В связи с этнографическими особенностями России находится и еще одна причина, в силу которой Россия может быть управляема только самодержавной властью. Мы говорим о совершенной невозможности существования в Империи общественного мнения, т. е. единства взглядов на всем пространстве государства на разные государственные вопросы. А без общественного мнения и правильно организованных партий немыслимым никакой конституционный режим. Считаем не лишним привести по этому поводу отрывок из книги покойного Н. А. Любимова „М. Н. Катков».

„Политическая метафизика общественного мнения необходимо приводит к идее о представительстве, постоянном или временном, к той или другой форме. По теории, дело представляется просто. Выборные излюбленные люди явятся пред правительством уполномоченными представителями этого мнения. При этом предполагается, что мнение уже существует готовое, и они только носители его. На самом деле, однако, нет реальной вещи, которую можно-бы назвать общественным мнением. В собрание приносятся самые разнообразные и обыкновенно более или менее разнородные мотивы. Носители мнения становятся и его творцами, начинается борьба не безплотных мнений, а живых людей, соединяющихся в партии. Словом, все превращается в борьбу партий. Но борьба партий есть борьба за власть. Требуется соединение особых условий, чтобы государственный корабль мог плыть, когда у кормила его происходит непрерывная борьба и множество рук, отталкивая одни других, хватаются за руль. В Англии лишь многовековый опыт, при условии аристократического устройства страны, при особенностях национального характера, под связующим действием монархического начала, прочного, оцененного, мог обратить борьбу партий в правильную и сильную правительственную систему».

Возставая против применения теории народного представительства к России, Любимов писал:

„Осуществить идею в наших условиях значило бы возвести партии — и какие притом? неопределившиеся, сбивчивые, легкомысленные партии — в государственную силу и дать им оружие в руки для истребительной борьбы не только между собою, но и на гибель общим государственным интересам. А окраины, а инородцы? Какой вихрь центробежных стремлений был бы необдуманно вызван без пользы и цели!».

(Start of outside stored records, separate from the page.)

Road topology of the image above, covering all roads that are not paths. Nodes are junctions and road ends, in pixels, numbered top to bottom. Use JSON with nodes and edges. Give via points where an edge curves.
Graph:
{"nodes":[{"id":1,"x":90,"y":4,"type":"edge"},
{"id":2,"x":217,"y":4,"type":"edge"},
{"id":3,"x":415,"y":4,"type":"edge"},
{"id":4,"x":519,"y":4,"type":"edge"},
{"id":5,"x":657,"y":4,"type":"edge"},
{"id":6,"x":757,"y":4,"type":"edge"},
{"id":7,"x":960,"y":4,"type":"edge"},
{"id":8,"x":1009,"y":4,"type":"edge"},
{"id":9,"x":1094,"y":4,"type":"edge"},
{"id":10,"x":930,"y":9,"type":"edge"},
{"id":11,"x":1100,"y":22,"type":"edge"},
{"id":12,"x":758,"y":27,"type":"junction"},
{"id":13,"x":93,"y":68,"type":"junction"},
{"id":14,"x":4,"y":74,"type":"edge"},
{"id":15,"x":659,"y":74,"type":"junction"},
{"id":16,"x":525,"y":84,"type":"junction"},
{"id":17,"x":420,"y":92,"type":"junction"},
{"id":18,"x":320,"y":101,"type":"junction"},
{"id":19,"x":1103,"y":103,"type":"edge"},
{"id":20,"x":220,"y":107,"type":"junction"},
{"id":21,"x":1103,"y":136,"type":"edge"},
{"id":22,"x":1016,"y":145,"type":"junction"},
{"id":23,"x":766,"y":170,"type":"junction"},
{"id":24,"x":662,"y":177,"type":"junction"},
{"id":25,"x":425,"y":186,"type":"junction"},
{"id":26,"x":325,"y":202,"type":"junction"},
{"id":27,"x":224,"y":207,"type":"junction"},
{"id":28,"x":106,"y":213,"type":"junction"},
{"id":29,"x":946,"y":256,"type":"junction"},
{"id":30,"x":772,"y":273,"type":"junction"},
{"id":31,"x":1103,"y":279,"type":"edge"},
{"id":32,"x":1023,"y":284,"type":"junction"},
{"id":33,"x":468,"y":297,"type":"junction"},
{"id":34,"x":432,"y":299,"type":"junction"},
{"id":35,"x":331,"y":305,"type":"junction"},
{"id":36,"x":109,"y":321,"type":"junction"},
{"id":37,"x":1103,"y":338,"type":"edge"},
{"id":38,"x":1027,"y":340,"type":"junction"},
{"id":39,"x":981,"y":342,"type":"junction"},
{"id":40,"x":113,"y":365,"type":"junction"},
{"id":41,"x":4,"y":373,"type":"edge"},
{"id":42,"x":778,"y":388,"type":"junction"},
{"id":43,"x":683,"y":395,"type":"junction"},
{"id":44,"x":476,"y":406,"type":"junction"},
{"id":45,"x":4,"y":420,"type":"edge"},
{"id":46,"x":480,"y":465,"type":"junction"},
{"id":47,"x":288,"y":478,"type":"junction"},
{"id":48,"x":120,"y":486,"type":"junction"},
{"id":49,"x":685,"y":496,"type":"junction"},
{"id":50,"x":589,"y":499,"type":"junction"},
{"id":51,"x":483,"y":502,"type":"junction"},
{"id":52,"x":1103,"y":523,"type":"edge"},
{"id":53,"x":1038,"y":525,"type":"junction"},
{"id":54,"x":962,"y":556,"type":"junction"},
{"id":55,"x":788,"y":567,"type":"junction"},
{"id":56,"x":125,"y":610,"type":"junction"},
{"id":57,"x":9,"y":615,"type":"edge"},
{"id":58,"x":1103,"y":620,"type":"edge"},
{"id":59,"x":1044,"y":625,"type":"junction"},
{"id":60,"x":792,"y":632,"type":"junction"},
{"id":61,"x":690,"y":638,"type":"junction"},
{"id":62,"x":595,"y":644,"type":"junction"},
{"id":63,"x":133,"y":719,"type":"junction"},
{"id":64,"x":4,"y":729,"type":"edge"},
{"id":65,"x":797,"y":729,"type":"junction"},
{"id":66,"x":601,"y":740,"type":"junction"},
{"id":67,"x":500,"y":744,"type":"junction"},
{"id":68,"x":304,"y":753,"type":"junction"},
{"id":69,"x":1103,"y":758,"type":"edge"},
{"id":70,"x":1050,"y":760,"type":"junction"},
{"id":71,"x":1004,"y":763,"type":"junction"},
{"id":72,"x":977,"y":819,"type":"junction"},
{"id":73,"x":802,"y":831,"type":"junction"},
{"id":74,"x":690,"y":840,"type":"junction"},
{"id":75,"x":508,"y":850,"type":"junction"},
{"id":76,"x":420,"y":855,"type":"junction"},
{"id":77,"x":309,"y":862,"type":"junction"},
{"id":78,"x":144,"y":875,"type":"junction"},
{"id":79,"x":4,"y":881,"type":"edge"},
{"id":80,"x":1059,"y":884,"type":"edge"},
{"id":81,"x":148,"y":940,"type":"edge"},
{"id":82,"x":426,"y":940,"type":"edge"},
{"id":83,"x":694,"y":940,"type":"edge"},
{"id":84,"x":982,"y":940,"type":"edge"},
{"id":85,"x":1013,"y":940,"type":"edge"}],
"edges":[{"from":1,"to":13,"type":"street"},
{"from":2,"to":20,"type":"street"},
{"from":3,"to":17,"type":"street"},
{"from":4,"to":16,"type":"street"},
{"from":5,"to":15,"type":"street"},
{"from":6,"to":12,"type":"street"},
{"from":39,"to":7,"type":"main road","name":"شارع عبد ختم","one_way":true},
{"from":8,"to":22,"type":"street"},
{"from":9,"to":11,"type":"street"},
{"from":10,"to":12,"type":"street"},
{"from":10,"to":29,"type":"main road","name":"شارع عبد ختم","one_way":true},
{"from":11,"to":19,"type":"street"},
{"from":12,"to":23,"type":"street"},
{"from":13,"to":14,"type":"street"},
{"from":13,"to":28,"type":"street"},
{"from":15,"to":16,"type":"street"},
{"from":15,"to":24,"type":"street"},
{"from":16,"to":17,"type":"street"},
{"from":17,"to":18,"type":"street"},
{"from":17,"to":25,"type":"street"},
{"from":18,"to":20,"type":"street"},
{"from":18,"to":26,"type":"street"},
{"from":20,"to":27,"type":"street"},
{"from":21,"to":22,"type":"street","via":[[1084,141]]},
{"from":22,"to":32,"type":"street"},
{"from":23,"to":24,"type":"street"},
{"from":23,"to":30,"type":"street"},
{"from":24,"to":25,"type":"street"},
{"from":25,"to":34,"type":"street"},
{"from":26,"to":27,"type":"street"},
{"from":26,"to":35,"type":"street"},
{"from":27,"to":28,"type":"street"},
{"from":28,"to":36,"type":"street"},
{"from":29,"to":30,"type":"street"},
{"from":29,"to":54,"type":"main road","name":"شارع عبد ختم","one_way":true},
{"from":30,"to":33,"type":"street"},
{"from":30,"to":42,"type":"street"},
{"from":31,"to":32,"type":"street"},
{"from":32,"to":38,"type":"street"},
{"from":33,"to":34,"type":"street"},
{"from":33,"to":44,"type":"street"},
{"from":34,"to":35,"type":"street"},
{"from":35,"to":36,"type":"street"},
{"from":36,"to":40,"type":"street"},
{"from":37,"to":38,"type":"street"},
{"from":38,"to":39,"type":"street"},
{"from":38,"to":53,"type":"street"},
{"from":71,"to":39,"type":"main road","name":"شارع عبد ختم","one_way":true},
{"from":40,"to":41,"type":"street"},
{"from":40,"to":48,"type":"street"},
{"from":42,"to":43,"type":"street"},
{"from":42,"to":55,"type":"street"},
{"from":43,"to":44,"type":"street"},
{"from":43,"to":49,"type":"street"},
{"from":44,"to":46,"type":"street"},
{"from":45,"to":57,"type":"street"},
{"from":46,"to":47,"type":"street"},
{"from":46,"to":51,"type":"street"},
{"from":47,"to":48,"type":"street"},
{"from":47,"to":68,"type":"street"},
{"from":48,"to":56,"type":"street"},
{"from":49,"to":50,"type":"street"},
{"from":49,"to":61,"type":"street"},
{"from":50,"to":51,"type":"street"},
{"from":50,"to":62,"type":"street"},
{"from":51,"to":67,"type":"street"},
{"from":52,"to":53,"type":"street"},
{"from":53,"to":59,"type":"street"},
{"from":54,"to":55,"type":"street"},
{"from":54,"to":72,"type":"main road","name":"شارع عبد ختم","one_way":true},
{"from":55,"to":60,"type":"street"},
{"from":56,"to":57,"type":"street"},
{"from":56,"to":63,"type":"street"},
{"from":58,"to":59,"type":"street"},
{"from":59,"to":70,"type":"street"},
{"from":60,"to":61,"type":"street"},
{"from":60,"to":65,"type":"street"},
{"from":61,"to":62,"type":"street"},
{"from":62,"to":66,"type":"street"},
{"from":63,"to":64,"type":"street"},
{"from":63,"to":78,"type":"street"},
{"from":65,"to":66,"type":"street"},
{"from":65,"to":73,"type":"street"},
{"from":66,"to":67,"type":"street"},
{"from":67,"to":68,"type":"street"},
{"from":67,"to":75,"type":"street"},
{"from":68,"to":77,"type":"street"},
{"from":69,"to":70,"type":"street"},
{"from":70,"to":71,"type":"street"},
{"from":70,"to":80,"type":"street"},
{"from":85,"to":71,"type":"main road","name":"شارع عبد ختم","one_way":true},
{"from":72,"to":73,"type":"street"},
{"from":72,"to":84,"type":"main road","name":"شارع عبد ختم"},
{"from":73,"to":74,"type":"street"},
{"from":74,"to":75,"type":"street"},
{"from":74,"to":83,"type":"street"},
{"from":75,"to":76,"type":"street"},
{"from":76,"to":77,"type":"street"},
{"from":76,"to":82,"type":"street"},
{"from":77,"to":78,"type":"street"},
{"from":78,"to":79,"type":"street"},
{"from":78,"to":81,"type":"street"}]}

В виду этнографических особенностей России, уже не раз раздавались голоса, что она может существовать только в форме федерации; что Россия русского народа и Россия русского царя — две различные вещи; что единственною связью тех народов, которые живут в Империи, является один император; что в России нет и не должно быть ни господствующей национальности, ни господствующего языка, ни господствующей религии, другими словами, что Россия должна жить или быть устроена по типу государств не национальных, а разноплеменных, разноязычных и разноверных. Все это очень откровенно проповедалось при Александре ІІ, между прочим, бароном Фирксом, прикрывавшимся псевдонимом Шедо Феротти, — тем самым бароном Фирксом, с которым некогда полемизировал Катков.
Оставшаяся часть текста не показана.